● **WHAT YOU SHOULD DO**:
Give the entries back exactly, dropping each image.

● **SUPPLIED DATA**:
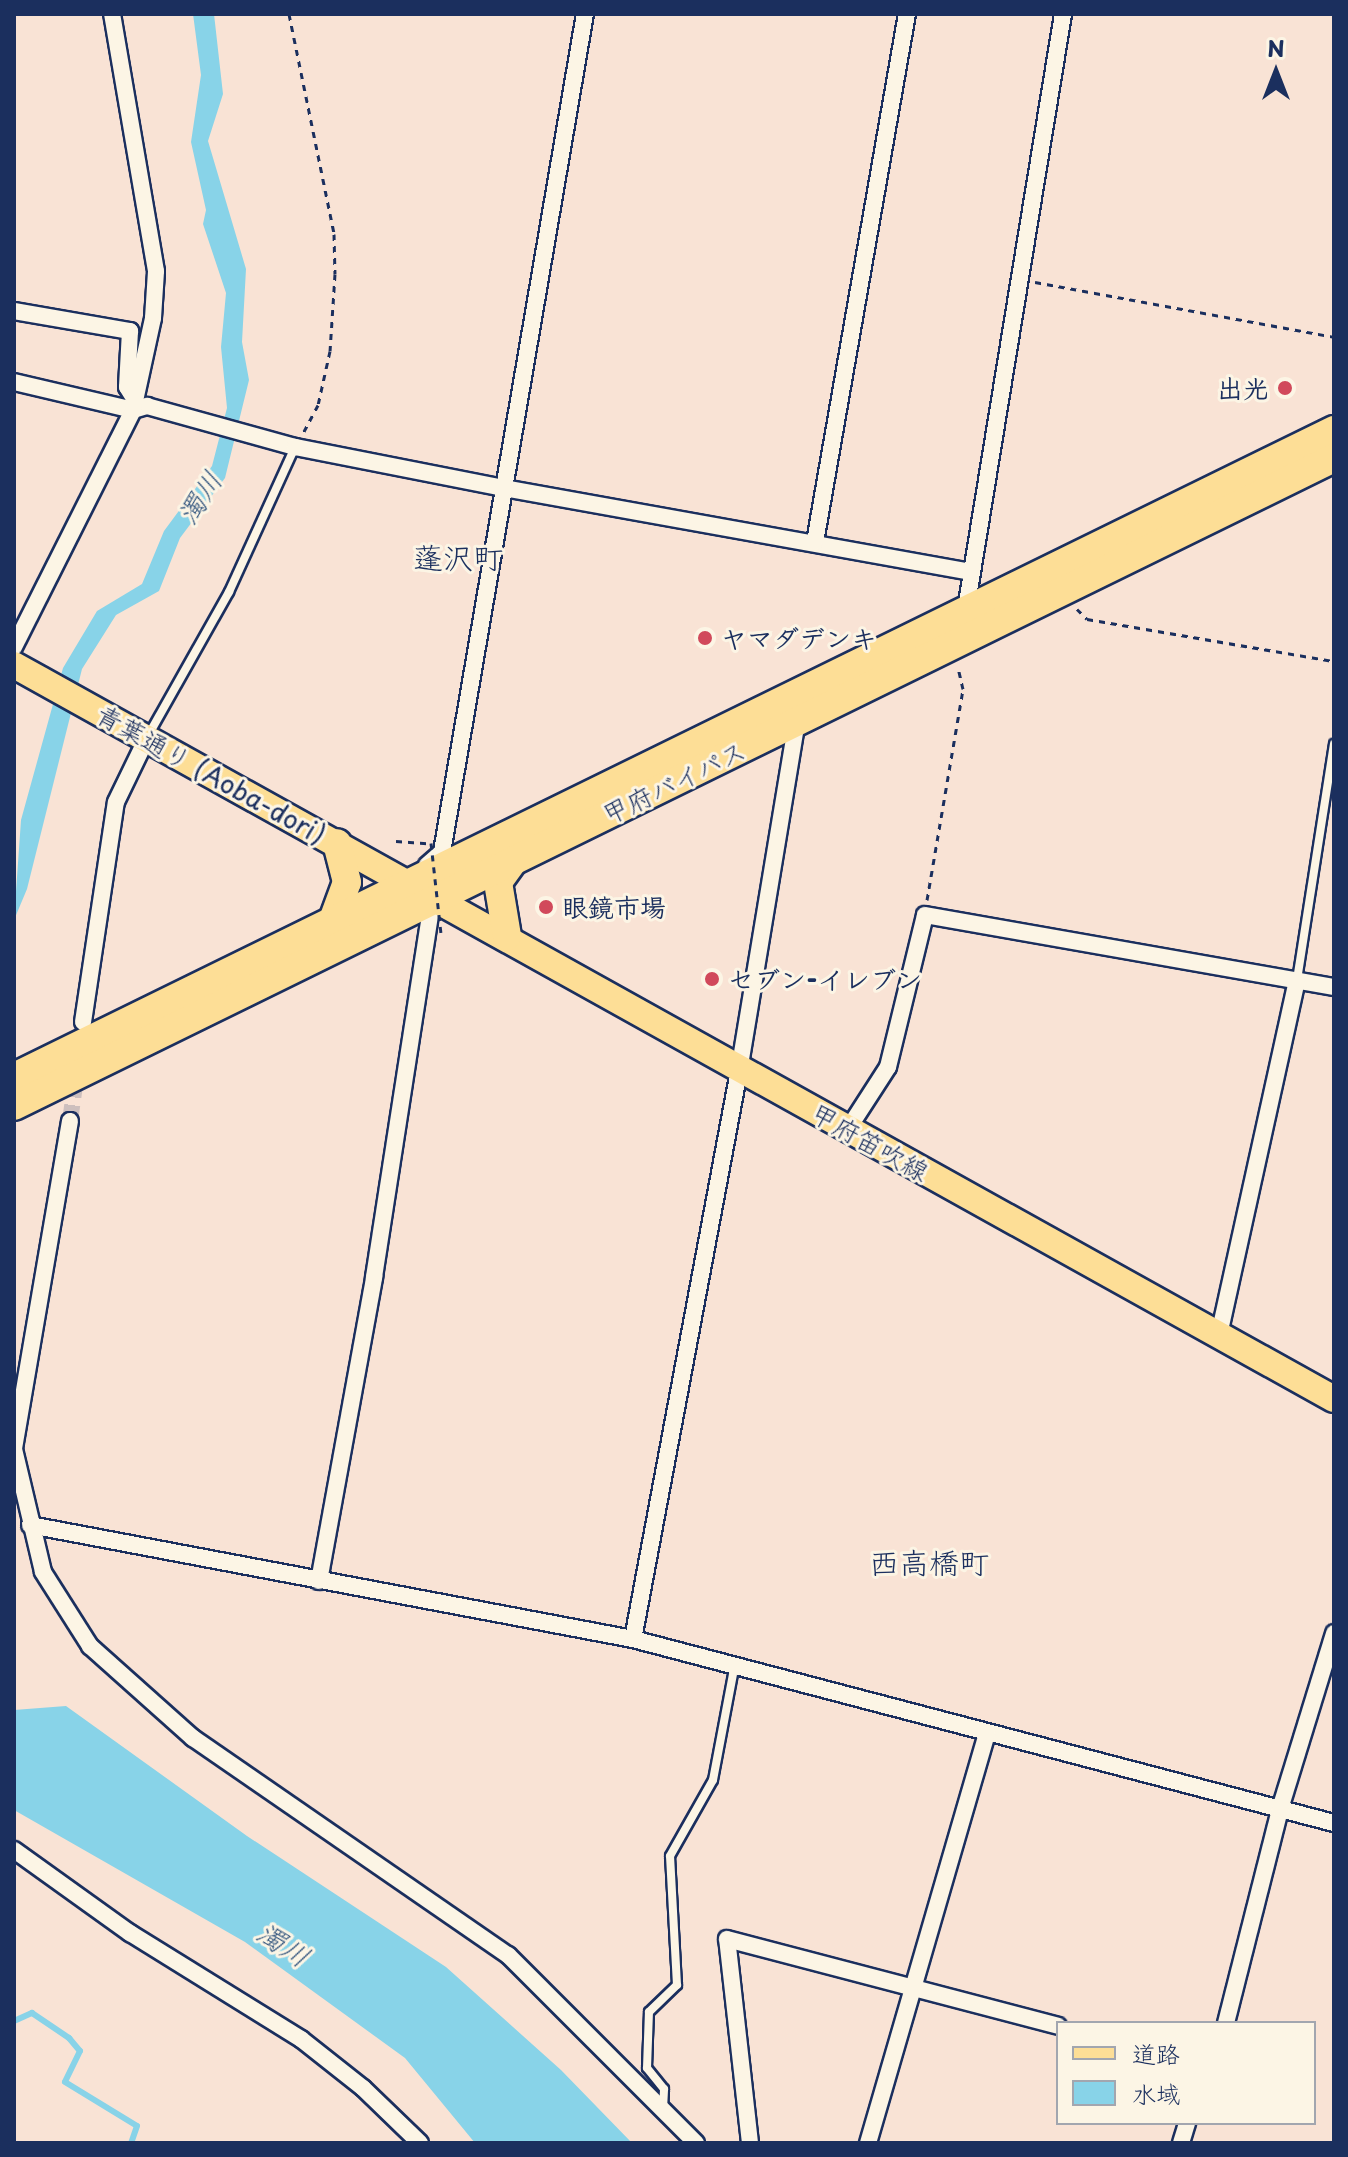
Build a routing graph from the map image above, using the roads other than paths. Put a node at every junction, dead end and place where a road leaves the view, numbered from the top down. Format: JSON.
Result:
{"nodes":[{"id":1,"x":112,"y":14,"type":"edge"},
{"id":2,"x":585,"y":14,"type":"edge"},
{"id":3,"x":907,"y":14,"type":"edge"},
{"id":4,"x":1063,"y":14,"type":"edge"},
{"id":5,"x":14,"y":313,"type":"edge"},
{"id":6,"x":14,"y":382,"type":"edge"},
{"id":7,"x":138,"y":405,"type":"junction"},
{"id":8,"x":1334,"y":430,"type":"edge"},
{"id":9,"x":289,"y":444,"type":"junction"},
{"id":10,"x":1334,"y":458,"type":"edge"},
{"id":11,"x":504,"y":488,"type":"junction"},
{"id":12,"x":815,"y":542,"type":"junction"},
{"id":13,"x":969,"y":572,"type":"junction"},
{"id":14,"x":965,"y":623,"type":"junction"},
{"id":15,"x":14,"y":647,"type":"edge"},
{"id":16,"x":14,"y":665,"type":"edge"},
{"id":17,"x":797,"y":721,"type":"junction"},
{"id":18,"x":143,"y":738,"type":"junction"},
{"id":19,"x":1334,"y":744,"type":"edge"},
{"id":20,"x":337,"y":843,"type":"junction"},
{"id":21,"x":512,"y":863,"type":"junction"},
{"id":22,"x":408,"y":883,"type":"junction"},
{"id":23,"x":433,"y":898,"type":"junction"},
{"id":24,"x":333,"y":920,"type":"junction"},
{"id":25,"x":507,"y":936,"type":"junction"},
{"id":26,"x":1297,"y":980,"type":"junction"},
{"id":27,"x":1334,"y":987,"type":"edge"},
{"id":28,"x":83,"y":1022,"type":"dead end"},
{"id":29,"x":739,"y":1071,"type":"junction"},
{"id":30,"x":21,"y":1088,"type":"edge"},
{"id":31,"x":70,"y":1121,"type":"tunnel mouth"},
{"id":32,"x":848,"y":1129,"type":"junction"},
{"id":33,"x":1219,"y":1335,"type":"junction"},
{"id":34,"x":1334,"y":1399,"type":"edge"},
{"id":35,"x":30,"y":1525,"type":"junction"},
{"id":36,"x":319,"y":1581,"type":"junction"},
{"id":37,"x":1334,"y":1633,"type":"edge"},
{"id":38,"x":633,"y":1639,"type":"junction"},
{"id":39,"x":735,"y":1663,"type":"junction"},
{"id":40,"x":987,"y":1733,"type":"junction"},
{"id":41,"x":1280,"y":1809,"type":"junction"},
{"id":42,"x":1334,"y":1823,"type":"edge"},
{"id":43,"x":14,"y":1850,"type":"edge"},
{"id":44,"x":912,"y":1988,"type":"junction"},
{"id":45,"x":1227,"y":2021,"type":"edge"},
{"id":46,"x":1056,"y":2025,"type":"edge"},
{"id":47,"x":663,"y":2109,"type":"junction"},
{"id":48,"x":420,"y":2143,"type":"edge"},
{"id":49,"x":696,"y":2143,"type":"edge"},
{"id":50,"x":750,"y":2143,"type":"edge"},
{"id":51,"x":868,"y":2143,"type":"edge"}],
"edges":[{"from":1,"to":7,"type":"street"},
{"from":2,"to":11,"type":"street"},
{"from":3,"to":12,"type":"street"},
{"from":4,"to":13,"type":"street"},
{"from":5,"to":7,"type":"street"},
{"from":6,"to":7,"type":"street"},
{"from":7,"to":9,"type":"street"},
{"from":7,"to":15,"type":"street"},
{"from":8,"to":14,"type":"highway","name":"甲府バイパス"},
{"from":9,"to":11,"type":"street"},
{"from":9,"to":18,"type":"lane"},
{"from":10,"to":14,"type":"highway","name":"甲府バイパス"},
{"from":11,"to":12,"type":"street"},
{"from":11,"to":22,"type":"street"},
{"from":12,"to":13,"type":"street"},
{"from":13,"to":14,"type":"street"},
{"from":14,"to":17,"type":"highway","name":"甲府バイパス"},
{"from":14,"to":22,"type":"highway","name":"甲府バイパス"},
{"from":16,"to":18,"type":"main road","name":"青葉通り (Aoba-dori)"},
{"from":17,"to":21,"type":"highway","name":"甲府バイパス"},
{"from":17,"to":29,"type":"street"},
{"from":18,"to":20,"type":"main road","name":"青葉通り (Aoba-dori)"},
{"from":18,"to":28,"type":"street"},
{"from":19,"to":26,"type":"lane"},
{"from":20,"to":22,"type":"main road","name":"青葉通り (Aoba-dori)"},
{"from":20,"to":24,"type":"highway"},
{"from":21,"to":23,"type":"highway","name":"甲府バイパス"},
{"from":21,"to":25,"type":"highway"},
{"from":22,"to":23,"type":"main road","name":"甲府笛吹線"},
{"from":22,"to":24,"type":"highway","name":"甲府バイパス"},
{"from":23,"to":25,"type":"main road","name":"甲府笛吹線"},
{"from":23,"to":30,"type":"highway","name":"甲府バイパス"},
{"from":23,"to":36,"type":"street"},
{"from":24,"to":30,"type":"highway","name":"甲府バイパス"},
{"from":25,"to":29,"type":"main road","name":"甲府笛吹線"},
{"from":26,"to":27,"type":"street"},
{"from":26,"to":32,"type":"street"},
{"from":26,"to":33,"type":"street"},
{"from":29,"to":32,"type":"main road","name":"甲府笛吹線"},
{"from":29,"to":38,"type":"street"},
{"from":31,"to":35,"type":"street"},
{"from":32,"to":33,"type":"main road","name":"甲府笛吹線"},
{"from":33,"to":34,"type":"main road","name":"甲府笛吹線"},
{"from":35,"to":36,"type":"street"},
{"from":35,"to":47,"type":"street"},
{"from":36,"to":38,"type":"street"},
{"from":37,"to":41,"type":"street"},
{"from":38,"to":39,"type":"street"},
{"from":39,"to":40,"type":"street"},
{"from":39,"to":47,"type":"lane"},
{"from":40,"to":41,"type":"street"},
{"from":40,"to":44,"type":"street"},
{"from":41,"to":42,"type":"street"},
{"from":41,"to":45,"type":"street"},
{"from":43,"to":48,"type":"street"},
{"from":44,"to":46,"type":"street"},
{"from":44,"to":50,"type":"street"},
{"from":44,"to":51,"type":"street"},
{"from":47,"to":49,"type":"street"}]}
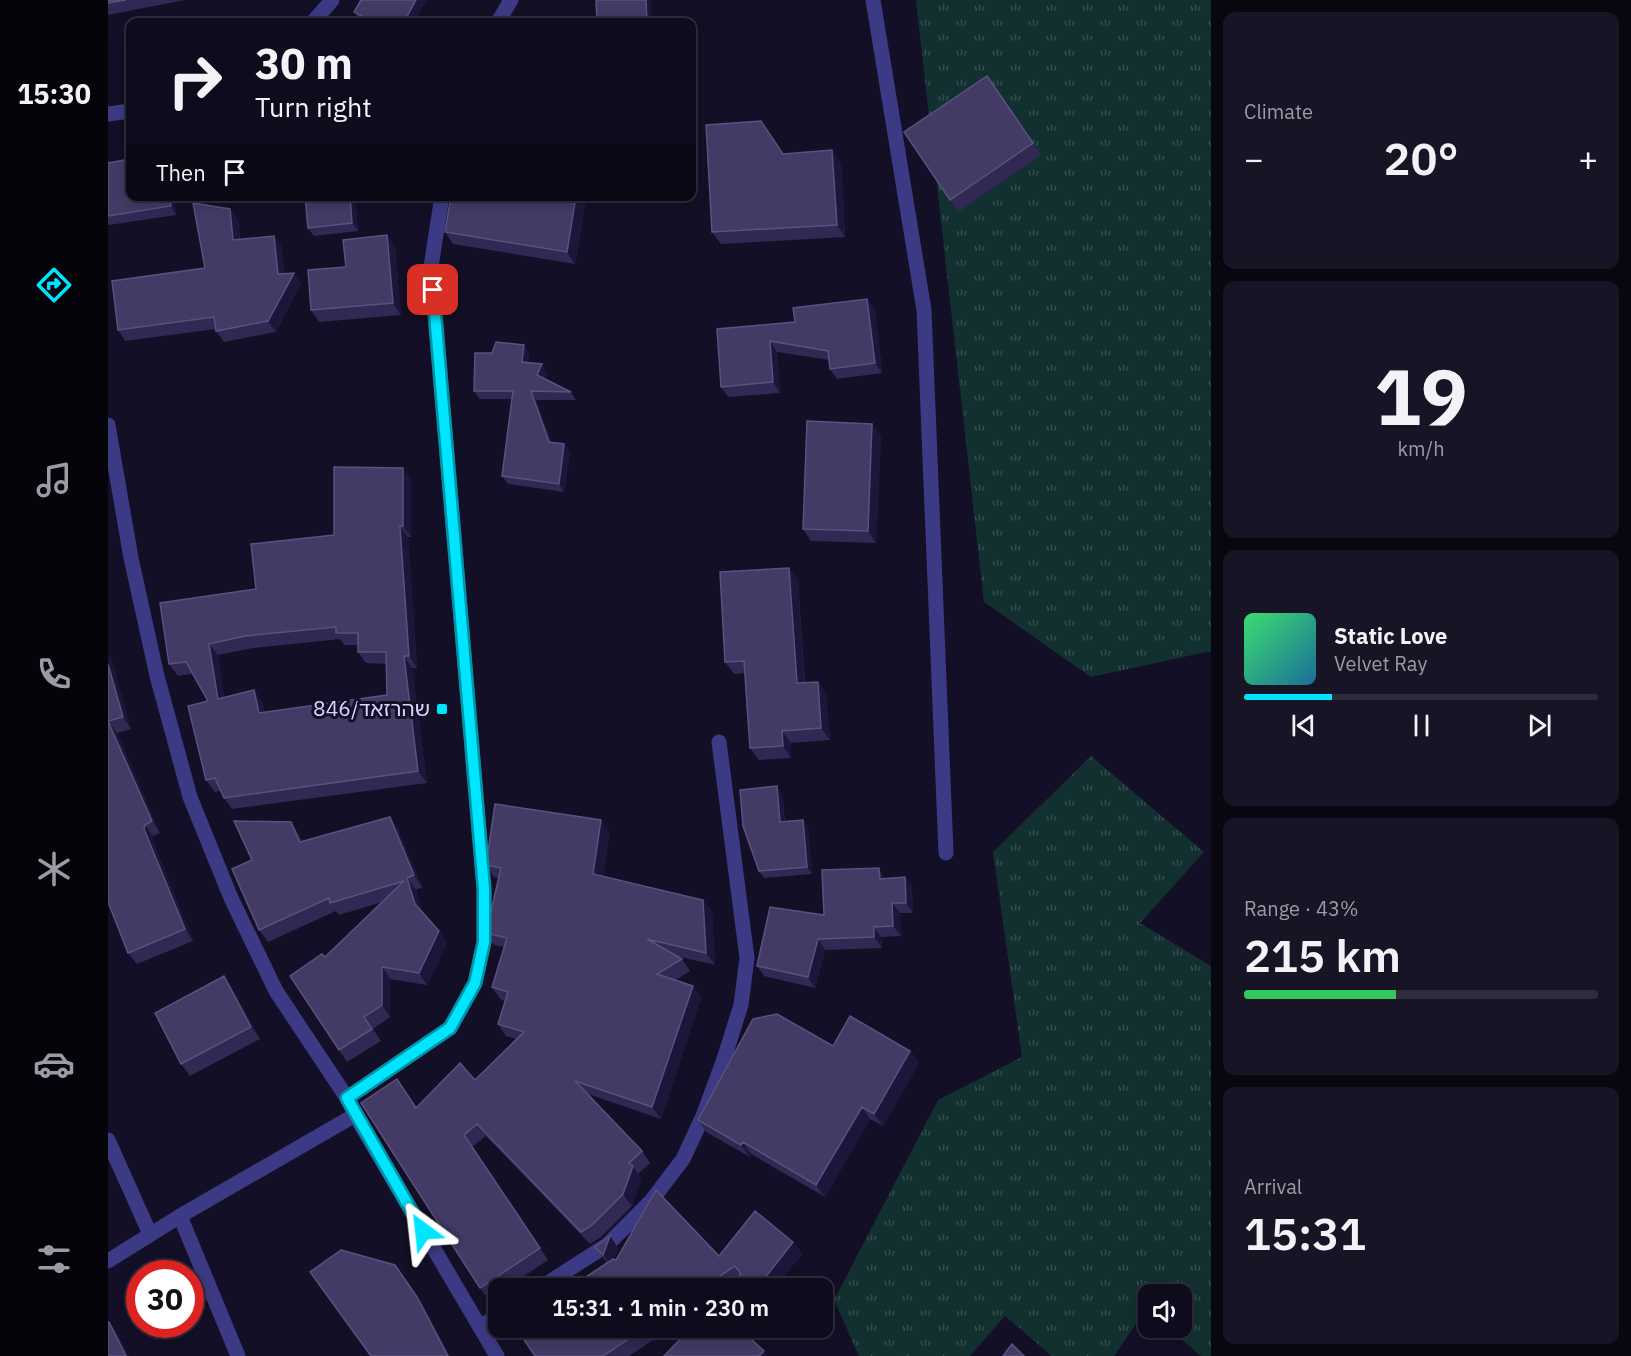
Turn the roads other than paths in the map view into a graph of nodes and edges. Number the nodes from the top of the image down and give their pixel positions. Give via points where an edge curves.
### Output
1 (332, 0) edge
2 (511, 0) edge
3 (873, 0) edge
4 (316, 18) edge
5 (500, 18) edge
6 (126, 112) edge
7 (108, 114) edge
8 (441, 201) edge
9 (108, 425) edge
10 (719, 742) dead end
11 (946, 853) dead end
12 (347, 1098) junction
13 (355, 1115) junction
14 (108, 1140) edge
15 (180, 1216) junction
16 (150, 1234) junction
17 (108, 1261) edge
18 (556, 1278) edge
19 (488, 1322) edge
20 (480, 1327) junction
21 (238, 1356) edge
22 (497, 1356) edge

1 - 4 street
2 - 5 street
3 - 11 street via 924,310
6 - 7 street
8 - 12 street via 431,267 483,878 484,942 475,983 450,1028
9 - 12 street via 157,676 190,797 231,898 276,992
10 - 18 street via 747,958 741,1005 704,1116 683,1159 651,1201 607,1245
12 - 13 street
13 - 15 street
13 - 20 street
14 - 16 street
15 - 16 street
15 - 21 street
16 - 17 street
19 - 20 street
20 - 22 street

● **FINAL ANSWER**:
Build a routing graph from the map image above, using the roads other than paths. Put a node at every junction, dead end and place where a road leaves the view, numbered from the top down. Format: JSON.
Result:
{"nodes":[{"id":1,"x":112,"y":14,"type":"edge"},
{"id":2,"x":585,"y":14,"type":"edge"},
{"id":3,"x":907,"y":14,"type":"edge"},
{"id":4,"x":1063,"y":14,"type":"edge"},
{"id":5,"x":14,"y":313,"type":"edge"},
{"id":6,"x":14,"y":382,"type":"edge"},
{"id":7,"x":138,"y":405,"type":"junction"},
{"id":8,"x":1334,"y":430,"type":"edge"},
{"id":9,"x":289,"y":444,"type":"junction"},
{"id":10,"x":1334,"y":458,"type":"edge"},
{"id":11,"x":504,"y":488,"type":"junction"},
{"id":12,"x":815,"y":542,"type":"junction"},
{"id":13,"x":969,"y":572,"type":"junction"},
{"id":14,"x":965,"y":623,"type":"junction"},
{"id":15,"x":14,"y":647,"type":"edge"},
{"id":16,"x":14,"y":665,"type":"edge"},
{"id":17,"x":797,"y":721,"type":"junction"},
{"id":18,"x":143,"y":738,"type":"junction"},
{"id":19,"x":1334,"y":744,"type":"edge"},
{"id":20,"x":337,"y":843,"type":"junction"},
{"id":21,"x":512,"y":863,"type":"junction"},
{"id":22,"x":408,"y":883,"type":"junction"},
{"id":23,"x":433,"y":898,"type":"junction"},
{"id":24,"x":333,"y":920,"type":"junction"},
{"id":25,"x":507,"y":936,"type":"junction"},
{"id":26,"x":1297,"y":980,"type":"junction"},
{"id":27,"x":1334,"y":987,"type":"edge"},
{"id":28,"x":83,"y":1022,"type":"dead end"},
{"id":29,"x":739,"y":1071,"type":"junction"},
{"id":30,"x":21,"y":1088,"type":"edge"},
{"id":31,"x":70,"y":1121,"type":"tunnel mouth"},
{"id":32,"x":848,"y":1129,"type":"junction"},
{"id":33,"x":1219,"y":1335,"type":"junction"},
{"id":34,"x":1334,"y":1399,"type":"edge"},
{"id":35,"x":30,"y":1525,"type":"junction"},
{"id":36,"x":319,"y":1581,"type":"junction"},
{"id":37,"x":1334,"y":1633,"type":"edge"},
{"id":38,"x":633,"y":1639,"type":"junction"},
{"id":39,"x":735,"y":1663,"type":"junction"},
{"id":40,"x":987,"y":1733,"type":"junction"},
{"id":41,"x":1280,"y":1809,"type":"junction"},
{"id":42,"x":1334,"y":1823,"type":"edge"},
{"id":43,"x":14,"y":1850,"type":"edge"},
{"id":44,"x":912,"y":1988,"type":"junction"},
{"id":45,"x":1227,"y":2021,"type":"edge"},
{"id":46,"x":1056,"y":2025,"type":"edge"},
{"id":47,"x":663,"y":2109,"type":"junction"},
{"id":48,"x":420,"y":2143,"type":"edge"},
{"id":49,"x":696,"y":2143,"type":"edge"},
{"id":50,"x":750,"y":2143,"type":"edge"},
{"id":51,"x":868,"y":2143,"type":"edge"}],
"edges":[{"from":1,"to":7,"type":"street"},
{"from":2,"to":11,"type":"street"},
{"from":3,"to":12,"type":"street"},
{"from":4,"to":13,"type":"street"},
{"from":5,"to":7,"type":"street"},
{"from":6,"to":7,"type":"street"},
{"from":7,"to":9,"type":"street"},
{"from":7,"to":15,"type":"street"},
{"from":8,"to":14,"type":"highway","name":"甲府バイパス"},
{"from":9,"to":11,"type":"street"},
{"from":9,"to":18,"type":"lane"},
{"from":10,"to":14,"type":"highway","name":"甲府バイパス"},
{"from":11,"to":12,"type":"street"},
{"from":11,"to":22,"type":"street"},
{"from":12,"to":13,"type":"street"},
{"from":13,"to":14,"type":"street"},
{"from":14,"to":17,"type":"highway","name":"甲府バイパス"},
{"from":14,"to":22,"type":"highway","name":"甲府バイパス"},
{"from":16,"to":18,"type":"main road","name":"青葉通り (Aoba-dori)"},
{"from":17,"to":21,"type":"highway","name":"甲府バイパス"},
{"from":17,"to":29,"type":"street"},
{"from":18,"to":20,"type":"main road","name":"青葉通り (Aoba-dori)"},
{"from":18,"to":28,"type":"street"},
{"from":19,"to":26,"type":"lane"},
{"from":20,"to":22,"type":"main road","name":"青葉通り (Aoba-dori)"},
{"from":20,"to":24,"type":"highway"},
{"from":21,"to":23,"type":"highway","name":"甲府バイパス"},
{"from":21,"to":25,"type":"highway"},
{"from":22,"to":23,"type":"main road","name":"甲府笛吹線"},
{"from":22,"to":24,"type":"highway","name":"甲府バイパス"},
{"from":23,"to":25,"type":"main road","name":"甲府笛吹線"},
{"from":23,"to":30,"type":"highway","name":"甲府バイパス"},
{"from":23,"to":36,"type":"street"},
{"from":24,"to":30,"type":"highway","name":"甲府バイパス"},
{"from":25,"to":29,"type":"main road","name":"甲府笛吹線"},
{"from":26,"to":27,"type":"street"},
{"from":26,"to":32,"type":"street"},
{"from":26,"to":33,"type":"street"},
{"from":29,"to":32,"type":"main road","name":"甲府笛吹線"},
{"from":29,"to":38,"type":"street"},
{"from":31,"to":35,"type":"street"},
{"from":32,"to":33,"type":"main road","name":"甲府笛吹線"},
{"from":33,"to":34,"type":"main road","name":"甲府笛吹線"},
{"from":35,"to":36,"type":"street"},
{"from":35,"to":47,"type":"street"},
{"from":36,"to":38,"type":"street"},
{"from":37,"to":41,"type":"street"},
{"from":38,"to":39,"type":"street"},
{"from":39,"to":40,"type":"street"},
{"from":39,"to":47,"type":"lane"},
{"from":40,"to":41,"type":"street"},
{"from":40,"to":44,"type":"street"},
{"from":41,"to":42,"type":"street"},
{"from":41,"to":45,"type":"street"},
{"from":43,"to":48,"type":"street"},
{"from":44,"to":46,"type":"street"},
{"from":44,"to":50,"type":"street"},
{"from":44,"to":51,"type":"street"},
{"from":47,"to":49,"type":"street"}]}
Turn the roads other than paths in the map view into a graph of nodes and edges. Number the nodes from the top of the image down and give their pixel positions. Give via points where an edge curves.
### Output
1 (332, 0) edge
2 (511, 0) edge
3 (873, 0) edge
4 (316, 18) edge
5 (500, 18) edge
6 (126, 112) edge
7 (108, 114) edge
8 (441, 201) edge
9 (108, 425) edge
10 (719, 742) dead end
11 (946, 853) dead end
12 (347, 1098) junction
13 (355, 1115) junction
14 (108, 1140) edge
15 (180, 1216) junction
16 (150, 1234) junction
17 (108, 1261) edge
18 (556, 1278) edge
19 (488, 1322) edge
20 (480, 1327) junction
21 (238, 1356) edge
22 (497, 1356) edge

1 - 4 street
2 - 5 street
3 - 11 street via 924,310
6 - 7 street
8 - 12 street via 431,267 483,878 484,942 475,983 450,1028
9 - 12 street via 157,676 190,797 231,898 276,992
10 - 18 street via 747,958 741,1005 704,1116 683,1159 651,1201 607,1245
12 - 13 street
13 - 15 street
13 - 20 street
14 - 16 street
15 - 16 street
15 - 21 street
16 - 17 street
19 - 20 street
20 - 22 street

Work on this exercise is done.